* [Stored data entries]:
━━━━━━━━━━━━━━━━━━━━

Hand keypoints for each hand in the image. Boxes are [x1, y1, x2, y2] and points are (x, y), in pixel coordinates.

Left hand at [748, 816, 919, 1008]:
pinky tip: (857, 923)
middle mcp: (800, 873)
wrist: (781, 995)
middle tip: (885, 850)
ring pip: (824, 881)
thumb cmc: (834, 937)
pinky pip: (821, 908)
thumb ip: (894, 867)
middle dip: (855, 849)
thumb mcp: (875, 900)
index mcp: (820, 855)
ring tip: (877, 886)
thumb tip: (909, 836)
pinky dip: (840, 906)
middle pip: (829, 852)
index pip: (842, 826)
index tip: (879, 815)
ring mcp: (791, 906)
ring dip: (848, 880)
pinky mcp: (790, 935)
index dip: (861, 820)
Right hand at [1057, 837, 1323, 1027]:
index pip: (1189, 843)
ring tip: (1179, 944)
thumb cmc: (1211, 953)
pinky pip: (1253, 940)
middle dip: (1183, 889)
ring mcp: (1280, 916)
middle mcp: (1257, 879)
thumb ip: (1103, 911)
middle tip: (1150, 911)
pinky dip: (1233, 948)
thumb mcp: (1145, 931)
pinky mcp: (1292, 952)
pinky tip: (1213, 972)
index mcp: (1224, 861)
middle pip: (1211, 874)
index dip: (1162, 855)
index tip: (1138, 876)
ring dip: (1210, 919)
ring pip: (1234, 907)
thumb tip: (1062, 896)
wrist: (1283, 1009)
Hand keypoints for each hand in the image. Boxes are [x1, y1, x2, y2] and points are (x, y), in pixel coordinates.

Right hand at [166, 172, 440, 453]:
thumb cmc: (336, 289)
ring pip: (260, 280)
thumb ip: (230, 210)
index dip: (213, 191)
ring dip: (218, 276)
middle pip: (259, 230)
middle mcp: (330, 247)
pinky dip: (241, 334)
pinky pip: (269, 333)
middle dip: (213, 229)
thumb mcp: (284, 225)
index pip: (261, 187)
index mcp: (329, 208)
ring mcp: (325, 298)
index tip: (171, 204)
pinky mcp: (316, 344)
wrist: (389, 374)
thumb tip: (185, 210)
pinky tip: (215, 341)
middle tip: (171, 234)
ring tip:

━━━━━━━━━━━━━━━━━━━━

* [THE PROBLEM]: A single number is expected: the count of lines in the entries that carry the string "thumb".

* [PROBLEM SOLUTION]: 12